Where a line of the entries holds the string "this", copy that line.

── Task input

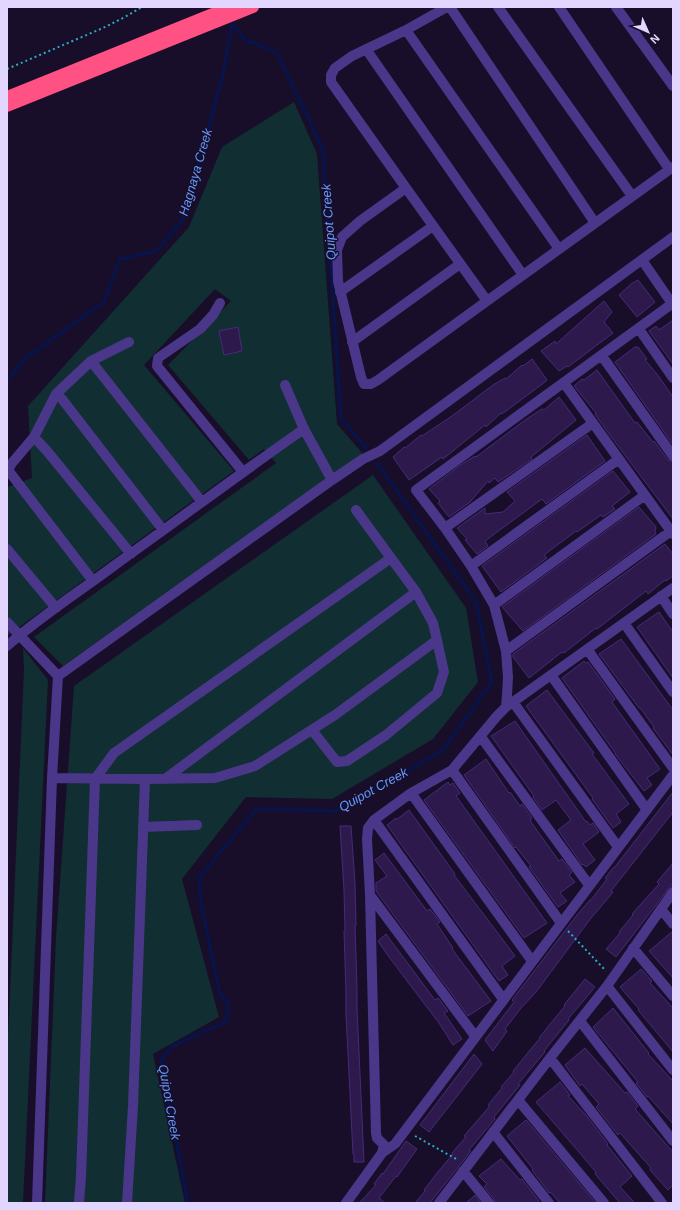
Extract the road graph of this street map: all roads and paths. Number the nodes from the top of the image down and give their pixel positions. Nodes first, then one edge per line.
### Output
1 (142, 7) edge
2 (230, 7) edge
3 (253, 7) edge
4 (448, 7) edge
5 (498, 7) edge
6 (558, 7) edge
7 (616, 7) edge
8 (406, 30) junction
9 (366, 49) junction
10 (7, 69) edge
11 (673, 86) edge
12 (7, 96) edge
13 (7, 106) edge
14 (671, 168) edge
15 (406, 188) junction
16 (632, 196) junction
17 (595, 223) junction
18 (433, 226) junction
19 (673, 238) edge
20 (559, 249) junction
21 (642, 260) junction
22 (460, 264) junction
23 (523, 275) junction
24 (340, 292) junction
25 (487, 301) junction
26 (220, 303) dead end
27 (673, 304) edge
28 (639, 329) junction
29 (129, 342) dead end
30 (352, 342) junction
31 (602, 356) junction
32 (91, 361) junction
33 (673, 378) edge
34 (564, 383) junction
35 (285, 385) dead end
36 (56, 394) junction
37 (593, 423) junction
38 (304, 429) junction
39 (34, 437) junction
40 (673, 456) edge
41 (619, 459) junction
42 (7, 470) edge
43 (243, 472) junction
44 (332, 480) junction
45 (645, 495) junction
46 (202, 502) junction
47 (356, 510) dead end
48 (445, 528) junction
49 (163, 530) junction
50 (672, 532) edge
51 (7, 549) edge
52 (131, 554) junction
53 (391, 558) junction
54 (471, 566) junction
55 (93, 581) junction
56 (673, 588) edge
57 (416, 592) junction
58 (661, 596) junction
59 (494, 605) junction
60 (56, 608) junction
61 (673, 614) edge
62 (7, 622) edge
63 (624, 623) junction
64 (20, 634) junction
65 (437, 640) junction
66 (7, 646) edge
67 (587, 649) junction
68 (506, 650) junction
69 (58, 676) junction
70 (551, 676) junction
71 (673, 692) edge
72 (509, 704) junction
73 (312, 730) junction
74 (481, 737) junction
75 (673, 768) edge
76 (452, 770) junction
77 (673, 775) edge
78 (52, 778) junction
79 (95, 779) junction
80 (145, 779) junction
81 (165, 779) junction
82 (411, 794) junction
83 (647, 810) junction
84 (374, 820) junction
85 (197, 825) dead end
86 (144, 827) junction
87 (618, 847) junction
88 (589, 885) junction
89 (673, 892) edge
90 (370, 895) junction
91 (661, 909) junction
92 (561, 923) junction
93 (673, 924) edge
94 (633, 948) junction
95 (532, 960) junction
96 (610, 982) junction
97 (673, 996) edge
98 (503, 998) junction
99 (580, 1021) junction
100 (475, 1036) junction
101 (550, 1058) junction
102 (673, 1070) edge
103 (518, 1100) junction
104 (405, 1130) junction
105 (493, 1132) junction
106 (673, 1141) edge
107 (382, 1153) junction
108 (465, 1168) junction
109 (36, 1203) edge
110 (79, 1203) edge
111 (127, 1203) edge
112 (346, 1203) edge
113 (439, 1203) edge
114 (489, 1203) edge
115 (549, 1203) edge
116 (604, 1203) edge
117 (662, 1203) edge

1 - 10 path
2 - 12 highway
3 - 13 highway
4 - 8 street
4 - 17 street
5 - 16 street
6 - 14 street
7 - 11 street
8 - 9 street
8 - 20 street
9 - 15 street
9 - 23 street
14 - 16 street
15 - 18 street
15 - 24 street
16 - 17 street
17 - 20 street
18 - 22 street
18 - 24 street
19 - 21 street
20 - 23 street
21 - 27 street
21 - 44 street
22 - 25 street
22 - 30 street
23 - 25 street
24 - 30 street
25 - 30 street
26 - 43 street
27 - 28 street
28 - 31 street
28 - 33 street
29 - 32 street
31 - 34 street
31 - 40 street
32 - 36 street
32 - 46 street
34 - 37 street
34 - 48 street
35 - 38 street
36 - 39 street
36 - 49 street
37 - 41 street
37 - 48 street
38 - 43 street
38 - 44 street
39 - 42 street
39 - 52 street
41 - 45 street
41 - 54 street
42 - 55 street
43 - 46 street
44 - 69 street
45 - 50 street
45 - 59 street
46 - 49 street
47 - 53 street
48 - 54 street
49 - 52 street
50 - 68 street
51 - 60 street
52 - 55 street
53 - 57 street
53 - 79 street
54 - 59 street
55 - 60 street
56 - 58 street
57 - 65 street
57 - 81 street
58 - 61 street
58 - 63 street
59 - 68 street
60 - 64 street
62 - 64 street
63 - 67 street
63 - 71 street
64 - 66 street
64 - 69 street
65 - 73 street
65 - 73 street
67 - 70 street
67 - 75 street
68 - 72 street
69 - 78 street
70 - 72 street
70 - 83 street
72 - 74 street
72 - 87 street
73 - 81 street
74 - 76 street
74 - 88 street
76 - 82 street
76 - 92 street
77 - 83 street
78 - 79 street
78 - 109 street
79 - 80 street
79 - 110 street
80 - 81 street
80 - 86 street
82 - 84 street
82 - 95 street
83 - 87 street
84 - 90 street
84 - 98 street
85 - 86 street
86 - 111 street
87 - 88 street
88 - 92 street
89 - 91 street
90 - 100 street
90 - 107 street
91 - 93 street
91 - 94 street
92 - 95 street
92 - 96 path
94 - 96 street
94 - 97 street
95 - 98 street
96 - 99 street
96 - 102 street
98 - 100 street
99 - 101 street
99 - 106 street
100 - 104 street
101 - 103 street
101 - 117 street
103 - 105 street
103 - 116 street
104 - 107 street
104 - 108 path
105 - 108 street
105 - 115 street
107 - 112 street
108 - 113 street
108 - 114 street

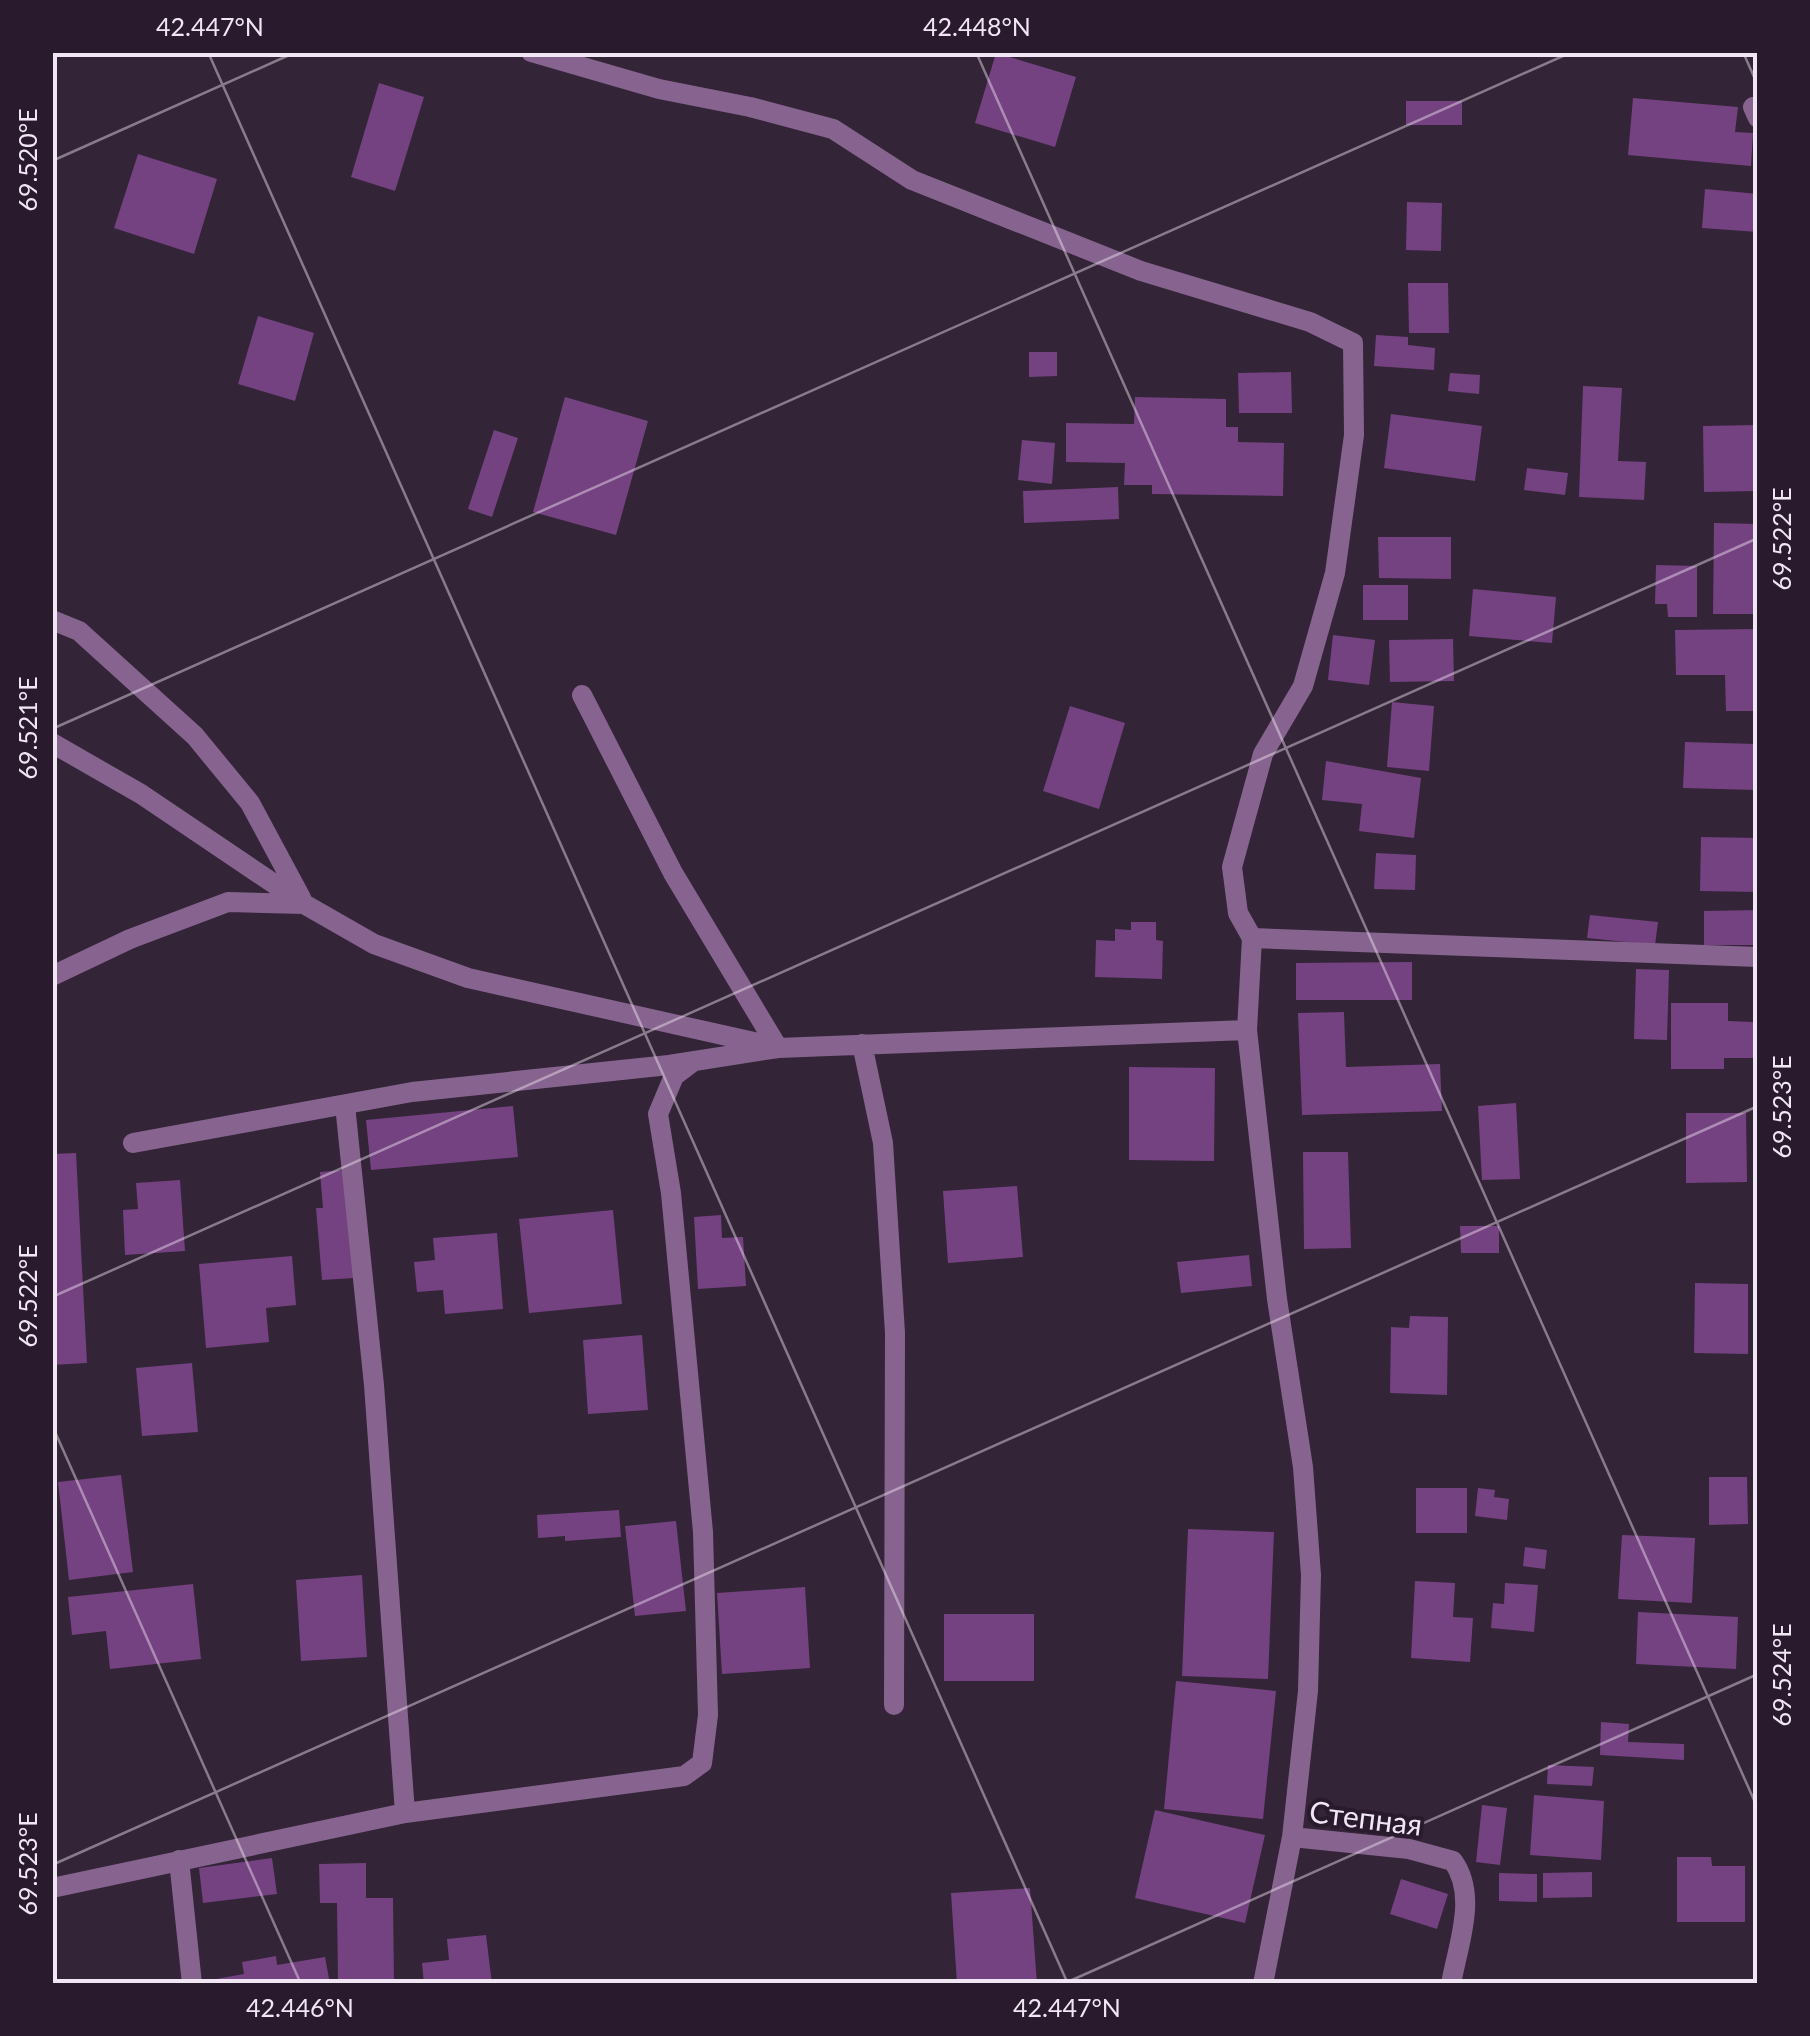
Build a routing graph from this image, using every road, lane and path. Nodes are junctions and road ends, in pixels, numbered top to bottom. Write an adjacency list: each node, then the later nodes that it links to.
1 (531, 52): 6 (street)
2 (52, 620): 5 (street)
3 (582, 695): 11 (street)
4 (52, 743): 5 (street)
5 (304, 904): 8 (street); 11 (street)
6 (1252, 938): 7 (street); 9 (street)
7 (1758, 957)
8 (52, 976)
9 (1247, 1030): 10 (street); 17 (street)
10 (862, 1044): 11 (street); 15 (street)
11 (778, 1048): 12 (street)
12 (694, 1061): 13 (street); 16 (street)
13 (345, 1104): 14 (street); 16 (street)
14 (133, 1143)
15 (894, 1705)
16 (405, 1813): 18 (street)
17 (1292, 1837): 21 (street, Степная); 22 (street, Степная)
18 (180, 1860): 19 (street); 20 (street)
19 (52, 1888)
20 (192, 1984)
21 (1263, 1984)
22 (1451, 1984)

────

Exercise solution>
Extract the road graph of this street map: all roads and paths. Number the nodes from the top of the image down and give their pixel positions. Nodes first, then one edge per line.
Build a routing graph from this image, using every road, lane and path. Nodes are junctions and road ends, in pixels, numbered top to bottom. Write an adjacency list: each node, then the later nodes that it links to.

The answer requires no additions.